Consider the following statements:
1. If `y=ln(secx+tanx),` then `(dy)/(dx)=secx.`
2. If `y=ln("cosecx-cotx)`, then `(dy)/(dx)="cosec x".`
Which of the above is/are correct?

To solve the problem, we need to verify the correctness of the two statements regarding the derivatives of the given functions. Let's analyze each statement step by step. ### Statement 1: If \( y = \ln(\sec x + \tan x) \), then \( \frac{dy}{dx} = \sec x \). **Step 1:** Differentiate \( y \) using the chain rule. \[ \frac{dy}{dx} = \frac{1}{\sec x + \tan x} \cdot \frac{d}{dx}(\sec x + \tan x) \] **Step 2:** Differentiate \( \sec x \) and \( \tan x \). - The derivative of \( \sec x \) is \( \sec x \tan x \). - The derivative of \( \tan x \) is \( \sec^2 x \).

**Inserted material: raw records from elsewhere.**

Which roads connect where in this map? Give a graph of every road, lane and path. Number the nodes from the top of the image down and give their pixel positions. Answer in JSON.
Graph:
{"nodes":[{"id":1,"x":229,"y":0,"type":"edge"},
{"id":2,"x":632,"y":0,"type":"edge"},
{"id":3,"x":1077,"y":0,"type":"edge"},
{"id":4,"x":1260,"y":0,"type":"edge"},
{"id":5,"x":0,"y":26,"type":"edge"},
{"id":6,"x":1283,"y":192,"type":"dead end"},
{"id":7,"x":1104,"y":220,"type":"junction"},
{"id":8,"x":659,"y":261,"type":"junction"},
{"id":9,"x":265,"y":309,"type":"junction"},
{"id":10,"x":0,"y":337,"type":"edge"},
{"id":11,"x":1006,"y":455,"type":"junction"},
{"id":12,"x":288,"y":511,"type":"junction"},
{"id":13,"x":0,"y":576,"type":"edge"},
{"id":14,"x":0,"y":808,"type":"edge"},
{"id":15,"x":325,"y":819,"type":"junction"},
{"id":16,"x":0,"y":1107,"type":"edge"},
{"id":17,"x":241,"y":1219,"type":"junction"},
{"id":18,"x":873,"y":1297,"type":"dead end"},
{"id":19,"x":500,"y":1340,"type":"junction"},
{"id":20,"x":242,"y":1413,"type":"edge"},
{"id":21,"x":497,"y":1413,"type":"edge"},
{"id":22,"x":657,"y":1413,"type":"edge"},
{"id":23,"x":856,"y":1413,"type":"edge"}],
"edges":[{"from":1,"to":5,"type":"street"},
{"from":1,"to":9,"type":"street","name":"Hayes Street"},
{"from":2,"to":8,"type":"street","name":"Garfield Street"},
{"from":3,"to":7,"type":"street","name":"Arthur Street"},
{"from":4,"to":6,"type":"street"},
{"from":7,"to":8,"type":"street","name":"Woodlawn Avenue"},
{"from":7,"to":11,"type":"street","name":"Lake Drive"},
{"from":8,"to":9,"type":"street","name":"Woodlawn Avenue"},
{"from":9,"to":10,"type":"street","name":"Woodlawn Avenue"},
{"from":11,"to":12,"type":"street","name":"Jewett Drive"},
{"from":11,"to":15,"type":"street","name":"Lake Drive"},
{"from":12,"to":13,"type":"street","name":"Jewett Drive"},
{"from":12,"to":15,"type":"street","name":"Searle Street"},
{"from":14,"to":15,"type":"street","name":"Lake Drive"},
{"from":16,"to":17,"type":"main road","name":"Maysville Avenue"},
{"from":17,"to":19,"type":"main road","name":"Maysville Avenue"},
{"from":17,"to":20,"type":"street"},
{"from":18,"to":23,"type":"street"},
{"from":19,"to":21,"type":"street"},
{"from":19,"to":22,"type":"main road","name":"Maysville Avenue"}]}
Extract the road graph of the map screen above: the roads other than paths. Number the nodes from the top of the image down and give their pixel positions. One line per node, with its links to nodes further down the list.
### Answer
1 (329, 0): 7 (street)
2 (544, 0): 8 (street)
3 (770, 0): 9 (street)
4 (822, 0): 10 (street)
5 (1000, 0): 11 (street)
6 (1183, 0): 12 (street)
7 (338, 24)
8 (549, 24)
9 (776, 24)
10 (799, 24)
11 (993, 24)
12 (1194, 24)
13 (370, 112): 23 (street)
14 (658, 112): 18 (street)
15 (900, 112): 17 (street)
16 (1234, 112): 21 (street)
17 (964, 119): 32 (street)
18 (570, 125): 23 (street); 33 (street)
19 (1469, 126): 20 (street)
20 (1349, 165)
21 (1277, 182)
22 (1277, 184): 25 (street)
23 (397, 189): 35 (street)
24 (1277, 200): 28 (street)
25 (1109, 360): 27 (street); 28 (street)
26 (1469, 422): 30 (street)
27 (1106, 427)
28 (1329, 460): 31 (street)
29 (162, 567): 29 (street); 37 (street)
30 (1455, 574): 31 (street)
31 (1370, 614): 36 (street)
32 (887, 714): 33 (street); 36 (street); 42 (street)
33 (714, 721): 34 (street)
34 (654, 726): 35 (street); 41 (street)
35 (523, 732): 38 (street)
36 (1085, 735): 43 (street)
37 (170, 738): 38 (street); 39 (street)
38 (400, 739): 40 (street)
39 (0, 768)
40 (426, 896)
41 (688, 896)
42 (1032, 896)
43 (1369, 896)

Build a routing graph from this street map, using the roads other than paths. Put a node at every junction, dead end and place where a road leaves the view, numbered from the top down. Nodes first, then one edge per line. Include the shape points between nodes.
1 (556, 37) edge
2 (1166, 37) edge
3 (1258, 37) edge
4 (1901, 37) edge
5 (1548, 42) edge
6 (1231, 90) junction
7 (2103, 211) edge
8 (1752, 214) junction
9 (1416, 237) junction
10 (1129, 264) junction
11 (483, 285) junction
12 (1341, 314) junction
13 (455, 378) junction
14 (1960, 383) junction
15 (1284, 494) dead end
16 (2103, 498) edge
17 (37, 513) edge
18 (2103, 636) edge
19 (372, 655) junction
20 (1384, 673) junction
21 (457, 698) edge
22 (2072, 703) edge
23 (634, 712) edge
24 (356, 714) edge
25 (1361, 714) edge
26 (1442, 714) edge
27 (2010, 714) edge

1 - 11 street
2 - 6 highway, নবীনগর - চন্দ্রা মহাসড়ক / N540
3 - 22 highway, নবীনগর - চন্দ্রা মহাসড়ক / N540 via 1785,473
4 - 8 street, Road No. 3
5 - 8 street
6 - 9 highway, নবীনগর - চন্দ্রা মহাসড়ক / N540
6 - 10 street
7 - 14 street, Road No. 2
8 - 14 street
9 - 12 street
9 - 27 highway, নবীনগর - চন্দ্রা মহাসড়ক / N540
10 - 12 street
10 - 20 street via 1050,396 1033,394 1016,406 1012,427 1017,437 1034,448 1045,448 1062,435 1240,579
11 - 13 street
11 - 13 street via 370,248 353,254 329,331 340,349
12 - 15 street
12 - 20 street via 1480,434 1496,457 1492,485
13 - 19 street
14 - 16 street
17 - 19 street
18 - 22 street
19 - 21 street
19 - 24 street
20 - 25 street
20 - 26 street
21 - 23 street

Thus, \[ \frac{d}{dx}(\sec x + \tan x) = \sec x \tan x + \sec^2 x \] **Step 3:** Substitute back into the derivative. \[ \frac{dy}{dx} = \frac{1}{\sec x + \tan x} \cdot (\sec x \tan x + \sec^2 x) \] **Step 4:** Factor out \( \sec x \) from the numerator. \[ \frac{dy}{dx} = \frac{\sec x (\tan x + \sec x)}{\sec x + \tan x} \] **Step 5:** Simplify the expression. Since \( \tan x + \sec x = \sec x + \tan x \), we have: \[ \frac{dy}{dx} = \sec x \] Thus, **Statement 1 is correct**. ### Statement 2: If \( y = \ln(\csc x - \cot x) \), then \( \frac{dy}{dx} = \csc x \). **Step 1:** Differentiate \( y \) using the chain rule. \[ \frac{dy}{dx} = \frac{1}{\csc x - \cot x} \cdot \frac{d}{dx}(\csc x - \cot x) \] **Step 2:** Differentiate \( \csc x \) and \( \cot x \). - The derivative of \( \csc x \) is \( -\csc x \cot x \). - The derivative of \( \cot x \) is \( -\csc^2 x \). Thus, \[ \frac{d}{dx}(\csc x - \cot x) = -\csc x \cot x + \csc^2 x \] **Step 3:** Substitute back into the derivative. \[ \frac{dy}{dx} = \frac{1}{\csc x - \cot x} \cdot (-\csc x \cot x + \csc^2 x) \] **Step 4:** Factor out \( \csc x \) from the numerator. \[ \frac{dy}{dx} = \frac{\csc x (-\cot x + \csc x)}{\csc x - \cot x} \] **Step 5:** Simplify the expression. Since \( -\cot x + \csc x = \csc x - \cot x \), we have: \[ \frac{dy}{dx} = \csc x \] Thus, **Statement 2 is also correct**. ### Conclusion: Both statements are correct.